FIGURE 1

FIGURE 1

Sequencing of the zebrafish rab28 gene, CRISPR mutagenesis and Tol2 transgenesis. (A) Multiple sequence alignment of zebrafish Rab28 protein sequence, predicted from mRNA, with that of the three known human RAB28 protein isoforms. The percentage protein identity is shown in a matrix table. (B) Representative gel showing PCR amplification of predicted rab28 introns 2, 3, and 6. (C) DNA sequencing reveals the exon–intron boundary at exon 2 of zebrafish rab28 and the predicted translated sequence encoded by exon 2. SD: splice-donor site. (D) Schematic of predicted rab28 gene structure. Black boxes represent exons and connecting lines represent introns.

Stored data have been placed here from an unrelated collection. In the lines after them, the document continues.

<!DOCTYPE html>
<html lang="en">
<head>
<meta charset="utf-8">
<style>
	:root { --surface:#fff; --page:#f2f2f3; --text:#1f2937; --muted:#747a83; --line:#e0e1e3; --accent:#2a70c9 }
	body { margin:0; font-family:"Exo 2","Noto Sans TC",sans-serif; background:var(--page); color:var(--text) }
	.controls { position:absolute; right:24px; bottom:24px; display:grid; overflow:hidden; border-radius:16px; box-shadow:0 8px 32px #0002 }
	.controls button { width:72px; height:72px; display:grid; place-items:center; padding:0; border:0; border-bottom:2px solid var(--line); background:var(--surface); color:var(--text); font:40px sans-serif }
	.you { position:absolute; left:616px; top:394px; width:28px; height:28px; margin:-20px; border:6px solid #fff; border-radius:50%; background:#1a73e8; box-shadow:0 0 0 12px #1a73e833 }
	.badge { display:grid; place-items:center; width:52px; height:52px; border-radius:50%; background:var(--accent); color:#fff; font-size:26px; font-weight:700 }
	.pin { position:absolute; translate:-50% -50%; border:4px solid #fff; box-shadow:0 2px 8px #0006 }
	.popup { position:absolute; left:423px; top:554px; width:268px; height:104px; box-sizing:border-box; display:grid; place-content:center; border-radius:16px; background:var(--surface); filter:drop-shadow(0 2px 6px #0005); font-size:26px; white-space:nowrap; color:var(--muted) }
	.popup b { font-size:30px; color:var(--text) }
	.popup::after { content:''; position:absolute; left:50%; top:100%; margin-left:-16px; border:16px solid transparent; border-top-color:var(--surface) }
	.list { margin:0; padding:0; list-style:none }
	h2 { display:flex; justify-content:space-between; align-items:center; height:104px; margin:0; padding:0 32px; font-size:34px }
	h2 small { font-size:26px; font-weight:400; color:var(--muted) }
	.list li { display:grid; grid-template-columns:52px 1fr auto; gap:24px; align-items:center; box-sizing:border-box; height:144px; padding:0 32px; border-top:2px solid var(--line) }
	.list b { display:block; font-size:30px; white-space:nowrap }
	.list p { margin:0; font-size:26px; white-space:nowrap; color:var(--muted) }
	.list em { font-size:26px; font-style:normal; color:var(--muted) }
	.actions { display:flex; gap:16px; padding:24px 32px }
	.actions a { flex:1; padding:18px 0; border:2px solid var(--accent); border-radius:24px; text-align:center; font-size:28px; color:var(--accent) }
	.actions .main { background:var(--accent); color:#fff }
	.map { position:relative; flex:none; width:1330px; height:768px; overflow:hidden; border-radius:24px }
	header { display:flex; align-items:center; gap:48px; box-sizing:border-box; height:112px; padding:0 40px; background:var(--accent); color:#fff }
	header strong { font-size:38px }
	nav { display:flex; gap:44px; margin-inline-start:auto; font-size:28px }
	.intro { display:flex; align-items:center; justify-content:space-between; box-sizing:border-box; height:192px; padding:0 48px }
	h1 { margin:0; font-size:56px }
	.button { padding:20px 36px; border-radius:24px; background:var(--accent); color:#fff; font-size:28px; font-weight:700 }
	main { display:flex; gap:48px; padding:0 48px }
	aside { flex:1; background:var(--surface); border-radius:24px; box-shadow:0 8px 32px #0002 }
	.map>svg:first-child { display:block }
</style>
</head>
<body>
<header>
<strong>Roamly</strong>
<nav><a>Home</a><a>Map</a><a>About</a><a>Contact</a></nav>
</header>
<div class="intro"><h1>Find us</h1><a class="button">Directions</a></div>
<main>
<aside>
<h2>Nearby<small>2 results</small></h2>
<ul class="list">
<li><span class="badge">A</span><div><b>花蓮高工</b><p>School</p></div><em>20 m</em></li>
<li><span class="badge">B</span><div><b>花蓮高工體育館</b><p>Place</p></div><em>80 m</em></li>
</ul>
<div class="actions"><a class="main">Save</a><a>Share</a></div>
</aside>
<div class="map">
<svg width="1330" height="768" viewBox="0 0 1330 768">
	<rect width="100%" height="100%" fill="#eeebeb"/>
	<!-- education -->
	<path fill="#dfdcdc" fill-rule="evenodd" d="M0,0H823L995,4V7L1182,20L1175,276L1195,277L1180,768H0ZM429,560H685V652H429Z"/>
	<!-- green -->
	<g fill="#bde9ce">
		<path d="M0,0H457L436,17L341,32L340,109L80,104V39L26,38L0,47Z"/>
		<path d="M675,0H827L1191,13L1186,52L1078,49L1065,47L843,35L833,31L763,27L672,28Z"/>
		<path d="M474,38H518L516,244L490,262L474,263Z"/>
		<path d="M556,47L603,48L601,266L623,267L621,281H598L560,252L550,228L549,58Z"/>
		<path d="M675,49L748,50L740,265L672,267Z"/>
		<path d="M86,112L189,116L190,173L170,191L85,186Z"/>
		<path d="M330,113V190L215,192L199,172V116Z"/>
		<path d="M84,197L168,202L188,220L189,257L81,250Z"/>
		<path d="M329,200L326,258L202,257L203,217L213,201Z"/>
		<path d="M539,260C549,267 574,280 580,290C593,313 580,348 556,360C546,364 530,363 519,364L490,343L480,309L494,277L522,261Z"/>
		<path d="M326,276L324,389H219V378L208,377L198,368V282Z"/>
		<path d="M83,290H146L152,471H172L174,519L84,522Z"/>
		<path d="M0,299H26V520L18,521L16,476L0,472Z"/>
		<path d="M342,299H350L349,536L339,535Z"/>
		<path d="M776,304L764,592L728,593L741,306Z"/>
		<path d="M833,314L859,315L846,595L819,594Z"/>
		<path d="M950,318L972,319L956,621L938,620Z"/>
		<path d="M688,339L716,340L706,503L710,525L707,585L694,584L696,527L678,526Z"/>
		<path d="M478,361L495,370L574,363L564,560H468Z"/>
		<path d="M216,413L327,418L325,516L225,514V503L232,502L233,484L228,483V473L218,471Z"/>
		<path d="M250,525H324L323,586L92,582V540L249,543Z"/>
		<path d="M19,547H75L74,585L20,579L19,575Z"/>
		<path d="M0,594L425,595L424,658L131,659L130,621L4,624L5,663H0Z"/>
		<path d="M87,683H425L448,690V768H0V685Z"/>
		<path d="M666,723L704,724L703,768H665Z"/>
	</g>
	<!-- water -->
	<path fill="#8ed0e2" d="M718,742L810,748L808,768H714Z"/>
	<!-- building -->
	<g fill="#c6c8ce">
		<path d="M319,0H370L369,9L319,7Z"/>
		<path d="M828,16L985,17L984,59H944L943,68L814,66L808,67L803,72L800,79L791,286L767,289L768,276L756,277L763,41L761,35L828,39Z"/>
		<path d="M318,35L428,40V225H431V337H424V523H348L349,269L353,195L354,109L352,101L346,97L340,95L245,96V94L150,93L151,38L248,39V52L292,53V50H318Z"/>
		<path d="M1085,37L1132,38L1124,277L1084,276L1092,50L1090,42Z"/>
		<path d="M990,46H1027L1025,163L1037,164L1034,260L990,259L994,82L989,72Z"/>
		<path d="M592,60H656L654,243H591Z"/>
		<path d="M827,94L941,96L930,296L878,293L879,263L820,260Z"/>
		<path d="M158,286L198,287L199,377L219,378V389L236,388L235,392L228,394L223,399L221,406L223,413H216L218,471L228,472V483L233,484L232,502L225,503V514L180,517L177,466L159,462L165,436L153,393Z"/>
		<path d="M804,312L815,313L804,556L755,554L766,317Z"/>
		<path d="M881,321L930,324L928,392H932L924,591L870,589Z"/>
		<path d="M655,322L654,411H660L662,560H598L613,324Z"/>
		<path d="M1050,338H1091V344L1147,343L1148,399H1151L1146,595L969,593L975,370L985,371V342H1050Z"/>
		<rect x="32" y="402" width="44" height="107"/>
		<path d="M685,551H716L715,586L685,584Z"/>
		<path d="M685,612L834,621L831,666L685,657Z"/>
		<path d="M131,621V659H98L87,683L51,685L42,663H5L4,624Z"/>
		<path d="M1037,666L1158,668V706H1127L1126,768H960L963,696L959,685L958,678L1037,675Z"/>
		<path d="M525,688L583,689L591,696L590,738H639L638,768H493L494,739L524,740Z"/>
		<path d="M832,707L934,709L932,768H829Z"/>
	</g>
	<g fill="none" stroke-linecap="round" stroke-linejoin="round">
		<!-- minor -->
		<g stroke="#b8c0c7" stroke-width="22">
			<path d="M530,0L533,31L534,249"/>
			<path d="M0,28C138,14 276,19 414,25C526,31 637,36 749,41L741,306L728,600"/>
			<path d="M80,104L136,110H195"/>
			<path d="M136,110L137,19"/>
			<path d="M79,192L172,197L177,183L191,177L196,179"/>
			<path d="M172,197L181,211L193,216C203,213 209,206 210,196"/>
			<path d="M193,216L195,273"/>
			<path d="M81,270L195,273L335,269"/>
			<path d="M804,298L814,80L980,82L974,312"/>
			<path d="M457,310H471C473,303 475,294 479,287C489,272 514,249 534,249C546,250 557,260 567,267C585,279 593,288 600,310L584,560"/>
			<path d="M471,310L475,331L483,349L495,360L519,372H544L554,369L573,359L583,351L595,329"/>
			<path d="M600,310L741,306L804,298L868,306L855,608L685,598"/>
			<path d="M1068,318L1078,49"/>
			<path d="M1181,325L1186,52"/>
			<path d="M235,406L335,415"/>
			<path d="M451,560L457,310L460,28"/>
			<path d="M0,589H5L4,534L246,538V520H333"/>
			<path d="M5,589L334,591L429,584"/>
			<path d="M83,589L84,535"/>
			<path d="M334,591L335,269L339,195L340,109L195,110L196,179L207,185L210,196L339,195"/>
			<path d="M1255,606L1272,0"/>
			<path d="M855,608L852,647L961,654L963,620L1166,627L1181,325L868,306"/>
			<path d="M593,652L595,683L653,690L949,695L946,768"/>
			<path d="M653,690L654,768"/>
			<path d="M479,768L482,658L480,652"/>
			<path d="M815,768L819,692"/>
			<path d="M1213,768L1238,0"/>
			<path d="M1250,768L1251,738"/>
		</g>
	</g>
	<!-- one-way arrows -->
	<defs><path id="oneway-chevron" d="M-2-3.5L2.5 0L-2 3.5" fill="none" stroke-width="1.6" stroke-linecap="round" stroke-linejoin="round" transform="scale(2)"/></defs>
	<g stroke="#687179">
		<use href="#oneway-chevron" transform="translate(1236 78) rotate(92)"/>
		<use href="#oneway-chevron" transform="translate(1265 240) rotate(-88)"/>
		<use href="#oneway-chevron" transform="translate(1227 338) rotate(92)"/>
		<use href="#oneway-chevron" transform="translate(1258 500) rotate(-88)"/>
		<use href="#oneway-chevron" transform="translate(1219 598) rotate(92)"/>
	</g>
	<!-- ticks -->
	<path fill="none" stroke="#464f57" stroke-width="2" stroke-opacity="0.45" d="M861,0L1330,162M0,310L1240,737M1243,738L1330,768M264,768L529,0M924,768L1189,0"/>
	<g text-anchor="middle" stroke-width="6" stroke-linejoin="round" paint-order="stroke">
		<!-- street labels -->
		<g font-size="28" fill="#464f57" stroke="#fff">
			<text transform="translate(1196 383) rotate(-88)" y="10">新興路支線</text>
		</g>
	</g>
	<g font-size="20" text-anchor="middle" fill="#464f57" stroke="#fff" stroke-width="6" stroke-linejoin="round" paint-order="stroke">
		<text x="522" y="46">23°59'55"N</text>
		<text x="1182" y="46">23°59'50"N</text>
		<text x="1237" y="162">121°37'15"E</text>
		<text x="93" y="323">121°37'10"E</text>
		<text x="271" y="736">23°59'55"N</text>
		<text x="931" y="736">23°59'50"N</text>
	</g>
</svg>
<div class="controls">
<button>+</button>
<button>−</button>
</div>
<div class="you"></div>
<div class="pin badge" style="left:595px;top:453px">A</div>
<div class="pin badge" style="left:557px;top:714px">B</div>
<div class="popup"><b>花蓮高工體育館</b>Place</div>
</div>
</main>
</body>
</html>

Red stripe indicates location of sgRNA target site used to generate CRISPR mutants, arrows indicate genotyping primer positions, coding positions for critical Rab GTPase motifs are highlighted and the location of ucd7 and ucd8 indels indicated. (E) Example RT-PCR gel showing the absence of correctly spliced rab28 cDNA between exons 2 and 4 in homozygous ucd7 and ucd8 larvae, which is present in WT siblings. (F) Schematic of the construct used to generate eGFP-Rab28 transgenic zebrafish. Expression is driven by the gnat2 (cone transducin alpha) promoter (yellow box). att: Gateway att sites, Tol2 3′ and 5′: transposon inverted repeats.